The subsequent cashiering of Sister Jane also should not have happened. I am way past glad to hear that the Diocese has decided to take a more faithful stand in this matter. Hopefully, Bishop Jugis will say something that is clear-cut and settles the situation in favor of Sister Jane.

However, bishops all over the country should look at this and learn from it. These are perilous times for the Church. When a nun can be attacked by a mob in this manner for simply teaching Catholic morality, the message is clear that the Church is under attack.

The worst possible thing a bishop can do is accede to mobs that are attacking his own faithful people because they are being faithful.

I’m glad the Diocese has finally decided to issue a statement in support of Sister Jane. They should have done it the first day. Hopefully, Bishop Jugis’ statement will be clear-cut. Also hopefully, this will not signal a move toward parsing and fearfully choosing every word when teachers in that diocese teach the faith. We are called to proclaim the faith, not dip and dodge and try to make it fit in with the world.

In the future, I hope that bishops who are faced with this situation will not wait so long or let things get so out of whack before they do the right thing.

From LifeSiteNews:

The bishop of Charlotte is backing a Dominican nun who has been at the center of a fiery controversy since last month when she gave a speechpromoting Catholic teaching on sexuality to students at Charlotte Catholic High School.

After a public meeting with diocesan and school officials turned ugly, with parents and students alike shouting at administrators over what they perceived as “hateful” remarks criticizing homosexual behavior, divorce and extra-marital sex, a spokesman for the diocese told LifeSiteNews that the nun in question, Sr. Jane Dominic Laurel, did nothing wrong and will be welcome to speak on the issue again if she chooses.

Sr. Jane Dominic Laurel

“Nothing in Sister’s talk opposed Church teaching,” Diocese of Charlotte Communications Director David Hains told LifeSiteNews in an email. “Sister would be welcomed to speak in the diocese in the future.”

Hains said Bishop Peter Jugis is expected to make further public comment on the situation soon.

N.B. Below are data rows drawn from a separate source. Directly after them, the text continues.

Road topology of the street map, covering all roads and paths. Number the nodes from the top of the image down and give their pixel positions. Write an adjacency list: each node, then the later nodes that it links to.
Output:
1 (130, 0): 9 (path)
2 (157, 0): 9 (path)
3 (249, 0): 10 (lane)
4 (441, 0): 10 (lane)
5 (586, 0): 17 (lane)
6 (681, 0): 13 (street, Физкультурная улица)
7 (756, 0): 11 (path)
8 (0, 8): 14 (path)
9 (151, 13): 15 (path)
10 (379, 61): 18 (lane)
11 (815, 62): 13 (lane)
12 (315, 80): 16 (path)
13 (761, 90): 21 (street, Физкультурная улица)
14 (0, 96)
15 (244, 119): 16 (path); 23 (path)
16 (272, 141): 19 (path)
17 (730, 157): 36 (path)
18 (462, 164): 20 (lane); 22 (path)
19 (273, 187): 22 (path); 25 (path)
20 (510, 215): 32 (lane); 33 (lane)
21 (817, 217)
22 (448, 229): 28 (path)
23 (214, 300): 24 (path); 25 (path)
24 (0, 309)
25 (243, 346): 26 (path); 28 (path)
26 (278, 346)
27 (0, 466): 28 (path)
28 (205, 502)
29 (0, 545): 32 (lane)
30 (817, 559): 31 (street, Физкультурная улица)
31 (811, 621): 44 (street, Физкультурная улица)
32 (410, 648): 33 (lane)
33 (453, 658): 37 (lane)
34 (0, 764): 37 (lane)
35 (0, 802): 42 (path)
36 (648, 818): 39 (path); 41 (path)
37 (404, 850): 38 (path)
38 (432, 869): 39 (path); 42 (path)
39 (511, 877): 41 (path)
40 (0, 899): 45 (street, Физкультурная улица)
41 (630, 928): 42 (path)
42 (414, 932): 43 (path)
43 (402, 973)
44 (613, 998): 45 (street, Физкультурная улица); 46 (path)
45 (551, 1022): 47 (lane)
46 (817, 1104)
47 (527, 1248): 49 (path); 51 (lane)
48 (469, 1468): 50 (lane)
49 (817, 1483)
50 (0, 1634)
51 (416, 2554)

Sr. Laurel’s critics have complained about a section of her talk in which she discussed scientific findings related to the causes of homosexuality. According to the Charlotte Observer, she was accused of using “suspect anecdotes, antiquated data and broad generalizations to demonize gays and lesbians as well as divorced and single parents.”

But one Catholic scientist says he recently heard the sister give the exact same speech she delivered to the students, and in his opinion, there is nothing in it to which a practicing Catholic could possibly object.

“I was in attendance at the same presentation when given on Long Island, NY a few months ago,” Dr. Gerard Nadal told LifeSiteNews.  “In that meeting, Sister Jane gave medical and scientific data that came from reputable sources and were presented as examples of the consequences for human behavior that contravenes the moral magisterium of the Church. As a Ph.D. in medical science, and as a Catholic schooled extensively in my faith, I saw no contradictions, but rather a seamless presentation.”

Still, in light of all the controversy, Aquinas College announced in a press release Friday that Sr. Laurel has asked to take a sabbatical from her teaching and speaking duties for an indefinite amount of time.